- _Task prompt_:
Using the records that follow, copy every line containing the word "road".

┄┄┄┄┄┄

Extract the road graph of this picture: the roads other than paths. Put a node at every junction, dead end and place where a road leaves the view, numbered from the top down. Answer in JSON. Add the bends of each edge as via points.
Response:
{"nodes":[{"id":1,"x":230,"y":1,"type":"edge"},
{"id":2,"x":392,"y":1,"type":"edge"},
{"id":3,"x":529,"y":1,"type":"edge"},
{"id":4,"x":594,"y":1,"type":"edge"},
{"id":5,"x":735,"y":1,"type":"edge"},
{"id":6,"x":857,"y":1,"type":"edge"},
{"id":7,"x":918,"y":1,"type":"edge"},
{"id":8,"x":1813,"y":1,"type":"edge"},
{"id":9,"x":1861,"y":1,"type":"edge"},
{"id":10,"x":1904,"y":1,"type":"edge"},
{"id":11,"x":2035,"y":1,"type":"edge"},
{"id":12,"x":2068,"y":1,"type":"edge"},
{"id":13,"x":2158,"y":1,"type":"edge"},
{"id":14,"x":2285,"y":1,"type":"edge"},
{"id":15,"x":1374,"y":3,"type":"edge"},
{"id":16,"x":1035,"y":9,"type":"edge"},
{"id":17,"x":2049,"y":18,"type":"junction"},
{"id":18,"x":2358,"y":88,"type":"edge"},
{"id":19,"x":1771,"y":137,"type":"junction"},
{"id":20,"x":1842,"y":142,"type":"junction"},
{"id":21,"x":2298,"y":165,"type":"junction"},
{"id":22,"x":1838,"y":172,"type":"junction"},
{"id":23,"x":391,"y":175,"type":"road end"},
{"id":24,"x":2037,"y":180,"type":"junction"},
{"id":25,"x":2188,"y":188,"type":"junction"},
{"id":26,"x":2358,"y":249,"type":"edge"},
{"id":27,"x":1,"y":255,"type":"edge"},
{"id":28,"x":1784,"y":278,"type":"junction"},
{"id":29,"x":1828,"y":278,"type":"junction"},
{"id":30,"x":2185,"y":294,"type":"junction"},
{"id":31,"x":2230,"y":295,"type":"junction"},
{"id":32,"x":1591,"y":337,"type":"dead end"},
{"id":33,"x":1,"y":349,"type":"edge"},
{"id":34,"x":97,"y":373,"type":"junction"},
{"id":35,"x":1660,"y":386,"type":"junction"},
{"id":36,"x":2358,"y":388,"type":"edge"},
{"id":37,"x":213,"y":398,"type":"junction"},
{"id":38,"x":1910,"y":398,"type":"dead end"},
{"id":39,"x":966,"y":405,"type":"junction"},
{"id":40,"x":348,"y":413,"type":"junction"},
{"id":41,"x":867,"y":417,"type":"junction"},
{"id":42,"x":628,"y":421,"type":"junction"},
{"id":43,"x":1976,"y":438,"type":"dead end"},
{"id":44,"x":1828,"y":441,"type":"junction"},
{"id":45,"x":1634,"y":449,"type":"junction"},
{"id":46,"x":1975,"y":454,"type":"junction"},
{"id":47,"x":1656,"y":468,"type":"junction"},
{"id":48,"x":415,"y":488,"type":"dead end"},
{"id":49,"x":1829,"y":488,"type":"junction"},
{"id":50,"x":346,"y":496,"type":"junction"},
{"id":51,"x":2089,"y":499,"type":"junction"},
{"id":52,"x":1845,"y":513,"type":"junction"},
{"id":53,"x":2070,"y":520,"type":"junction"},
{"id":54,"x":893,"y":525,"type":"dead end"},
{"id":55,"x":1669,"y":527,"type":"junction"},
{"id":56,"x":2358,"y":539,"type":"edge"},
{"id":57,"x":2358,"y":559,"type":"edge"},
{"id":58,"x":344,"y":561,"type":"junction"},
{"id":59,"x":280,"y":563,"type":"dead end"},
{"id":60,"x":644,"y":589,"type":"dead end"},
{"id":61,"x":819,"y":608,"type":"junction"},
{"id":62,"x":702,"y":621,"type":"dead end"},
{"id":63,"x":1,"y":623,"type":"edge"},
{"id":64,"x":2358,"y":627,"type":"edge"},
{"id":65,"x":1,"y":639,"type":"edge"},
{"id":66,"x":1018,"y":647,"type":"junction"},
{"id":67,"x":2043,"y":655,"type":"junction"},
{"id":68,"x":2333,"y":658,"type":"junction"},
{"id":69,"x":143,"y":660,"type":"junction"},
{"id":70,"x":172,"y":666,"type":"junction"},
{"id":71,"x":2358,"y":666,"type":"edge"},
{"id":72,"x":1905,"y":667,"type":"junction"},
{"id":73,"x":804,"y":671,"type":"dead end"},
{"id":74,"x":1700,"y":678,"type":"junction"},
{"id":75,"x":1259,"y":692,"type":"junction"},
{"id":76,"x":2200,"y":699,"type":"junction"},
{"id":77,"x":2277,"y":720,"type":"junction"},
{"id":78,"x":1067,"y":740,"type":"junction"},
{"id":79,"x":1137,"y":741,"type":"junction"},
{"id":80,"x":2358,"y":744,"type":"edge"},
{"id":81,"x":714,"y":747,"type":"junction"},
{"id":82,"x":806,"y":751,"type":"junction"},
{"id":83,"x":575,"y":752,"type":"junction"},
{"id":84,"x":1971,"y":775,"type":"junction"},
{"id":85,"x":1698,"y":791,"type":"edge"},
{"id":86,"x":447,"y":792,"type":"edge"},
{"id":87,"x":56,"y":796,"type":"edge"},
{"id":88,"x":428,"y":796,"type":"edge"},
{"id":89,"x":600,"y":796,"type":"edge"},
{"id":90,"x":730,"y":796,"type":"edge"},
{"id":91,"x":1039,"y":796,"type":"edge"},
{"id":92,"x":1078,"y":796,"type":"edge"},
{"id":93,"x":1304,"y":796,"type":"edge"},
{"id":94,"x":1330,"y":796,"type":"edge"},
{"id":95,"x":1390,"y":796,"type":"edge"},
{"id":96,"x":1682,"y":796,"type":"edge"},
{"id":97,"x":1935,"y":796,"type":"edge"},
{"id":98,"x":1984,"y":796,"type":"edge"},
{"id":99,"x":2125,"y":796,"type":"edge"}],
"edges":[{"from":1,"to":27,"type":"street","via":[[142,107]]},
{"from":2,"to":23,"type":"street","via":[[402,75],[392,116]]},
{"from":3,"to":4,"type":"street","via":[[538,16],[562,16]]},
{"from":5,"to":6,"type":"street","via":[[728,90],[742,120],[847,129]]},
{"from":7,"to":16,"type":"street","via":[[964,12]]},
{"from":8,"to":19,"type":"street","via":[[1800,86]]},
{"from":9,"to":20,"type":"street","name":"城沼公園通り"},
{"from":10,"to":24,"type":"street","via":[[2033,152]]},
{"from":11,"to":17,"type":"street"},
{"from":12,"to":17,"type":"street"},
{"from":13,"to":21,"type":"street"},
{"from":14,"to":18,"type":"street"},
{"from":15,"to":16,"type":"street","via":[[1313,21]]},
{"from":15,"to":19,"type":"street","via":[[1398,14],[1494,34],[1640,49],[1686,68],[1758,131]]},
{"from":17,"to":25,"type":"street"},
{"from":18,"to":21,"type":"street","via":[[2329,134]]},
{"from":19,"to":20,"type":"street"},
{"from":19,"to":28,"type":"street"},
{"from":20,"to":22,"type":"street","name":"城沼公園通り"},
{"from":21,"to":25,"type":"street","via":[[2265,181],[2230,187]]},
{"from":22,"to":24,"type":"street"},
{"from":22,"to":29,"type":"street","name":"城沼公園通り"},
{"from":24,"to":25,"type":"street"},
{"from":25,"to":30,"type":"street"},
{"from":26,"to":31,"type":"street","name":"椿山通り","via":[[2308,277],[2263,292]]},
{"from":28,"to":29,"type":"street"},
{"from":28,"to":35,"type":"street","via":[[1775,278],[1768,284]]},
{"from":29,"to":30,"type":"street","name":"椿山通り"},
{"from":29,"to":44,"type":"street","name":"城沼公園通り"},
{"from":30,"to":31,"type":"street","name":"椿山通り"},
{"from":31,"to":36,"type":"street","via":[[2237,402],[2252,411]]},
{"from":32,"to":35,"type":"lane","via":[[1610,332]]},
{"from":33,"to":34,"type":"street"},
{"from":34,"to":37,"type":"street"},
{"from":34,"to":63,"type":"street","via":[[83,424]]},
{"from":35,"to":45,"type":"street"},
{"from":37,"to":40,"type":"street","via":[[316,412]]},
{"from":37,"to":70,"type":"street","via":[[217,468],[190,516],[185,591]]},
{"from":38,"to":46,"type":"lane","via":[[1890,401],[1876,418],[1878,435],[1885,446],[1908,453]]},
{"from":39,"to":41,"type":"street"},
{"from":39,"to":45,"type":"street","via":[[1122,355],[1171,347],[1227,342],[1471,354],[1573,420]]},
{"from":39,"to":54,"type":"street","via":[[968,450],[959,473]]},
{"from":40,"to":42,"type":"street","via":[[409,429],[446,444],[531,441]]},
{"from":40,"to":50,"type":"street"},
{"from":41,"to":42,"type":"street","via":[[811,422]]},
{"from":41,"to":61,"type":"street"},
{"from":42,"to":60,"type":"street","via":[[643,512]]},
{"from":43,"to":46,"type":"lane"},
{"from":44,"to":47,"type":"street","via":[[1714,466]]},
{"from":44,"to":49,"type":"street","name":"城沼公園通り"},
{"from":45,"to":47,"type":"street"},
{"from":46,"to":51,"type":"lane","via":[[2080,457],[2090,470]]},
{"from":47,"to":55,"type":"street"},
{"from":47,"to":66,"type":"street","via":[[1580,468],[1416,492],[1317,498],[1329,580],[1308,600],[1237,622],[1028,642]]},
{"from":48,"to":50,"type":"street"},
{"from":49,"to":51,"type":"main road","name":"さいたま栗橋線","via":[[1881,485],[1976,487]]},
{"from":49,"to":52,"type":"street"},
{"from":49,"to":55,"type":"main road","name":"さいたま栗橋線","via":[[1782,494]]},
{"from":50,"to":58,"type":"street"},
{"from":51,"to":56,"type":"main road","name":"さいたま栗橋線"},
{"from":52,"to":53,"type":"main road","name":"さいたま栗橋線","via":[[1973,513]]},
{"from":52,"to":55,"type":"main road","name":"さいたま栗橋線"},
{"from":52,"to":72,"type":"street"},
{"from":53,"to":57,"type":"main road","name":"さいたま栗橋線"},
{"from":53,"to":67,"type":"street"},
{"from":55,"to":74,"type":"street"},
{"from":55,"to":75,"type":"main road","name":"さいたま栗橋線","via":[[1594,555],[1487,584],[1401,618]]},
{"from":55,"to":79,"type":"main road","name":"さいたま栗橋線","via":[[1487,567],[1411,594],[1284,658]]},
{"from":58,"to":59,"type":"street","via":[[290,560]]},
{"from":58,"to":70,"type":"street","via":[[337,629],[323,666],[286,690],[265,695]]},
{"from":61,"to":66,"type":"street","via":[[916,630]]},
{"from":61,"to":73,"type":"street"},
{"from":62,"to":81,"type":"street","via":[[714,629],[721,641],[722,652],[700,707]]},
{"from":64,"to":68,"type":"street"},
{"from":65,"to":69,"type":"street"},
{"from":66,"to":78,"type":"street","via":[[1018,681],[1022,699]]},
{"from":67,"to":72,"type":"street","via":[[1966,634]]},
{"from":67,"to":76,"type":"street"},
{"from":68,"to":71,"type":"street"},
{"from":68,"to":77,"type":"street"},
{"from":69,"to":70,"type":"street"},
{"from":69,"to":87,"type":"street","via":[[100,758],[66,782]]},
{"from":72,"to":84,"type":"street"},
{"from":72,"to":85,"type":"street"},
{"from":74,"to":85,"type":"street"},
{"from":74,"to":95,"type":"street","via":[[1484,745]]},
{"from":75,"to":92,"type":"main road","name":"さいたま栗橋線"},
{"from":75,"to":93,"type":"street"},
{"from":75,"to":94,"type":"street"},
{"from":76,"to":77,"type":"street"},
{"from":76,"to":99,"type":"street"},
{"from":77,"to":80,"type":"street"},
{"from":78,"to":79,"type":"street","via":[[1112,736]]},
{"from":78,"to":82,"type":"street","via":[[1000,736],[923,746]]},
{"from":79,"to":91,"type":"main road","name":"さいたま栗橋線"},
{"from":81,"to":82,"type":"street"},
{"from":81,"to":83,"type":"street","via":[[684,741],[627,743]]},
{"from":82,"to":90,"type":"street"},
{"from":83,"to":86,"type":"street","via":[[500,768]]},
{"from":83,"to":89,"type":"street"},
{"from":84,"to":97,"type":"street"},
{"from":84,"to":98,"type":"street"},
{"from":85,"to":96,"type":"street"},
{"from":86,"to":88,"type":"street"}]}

┄┄┄┄┄┄

- _Output_:
Extract the road graph of this picture: the roads other than paths. Put a node at every junction, dead end and place where a road leaves the view, numbered from the top down. Answer in JSON. Add the bends of each edge as via points.
{"id":23,"x":391,"y":175,"type":"road end"},
{"from":49,"to":51,"type":"main road","name":"さいたま栗橋線","via":[[1881,485],[1976,487]]},
{"from":49,"to":55,"type":"main road","name":"さいたま栗橋線","via":[[1782,494]]},
{"from":51,"to":56,"type":"main road","name":"さいたま栗橋線"},
{"from":52,"to":53,"type":"main road","name":"さいたま栗橋線","via":[[1973,513]]},
{"from":52,"to":55,"type":"main road","name":"さいたま栗橋線"},
{"from":53,"to":57,"type":"main road","name":"さいたま栗橋線"},
{"from":55,"to":75,"type":"main road","name":"さいたま栗橋線","via":[[1594,555],[1487,584],[1401,618]]},
{"from":55,"to":79,"type":"main road","name":"さいたま栗橋線","via":[[1487,567],[1411,594],[1284,658]]},
{"from":75,"to":92,"type":"main road","name":"さいたま栗橋線"},
{"from":79,"to":91,"type":"main road","name":"さいたま栗橋線"},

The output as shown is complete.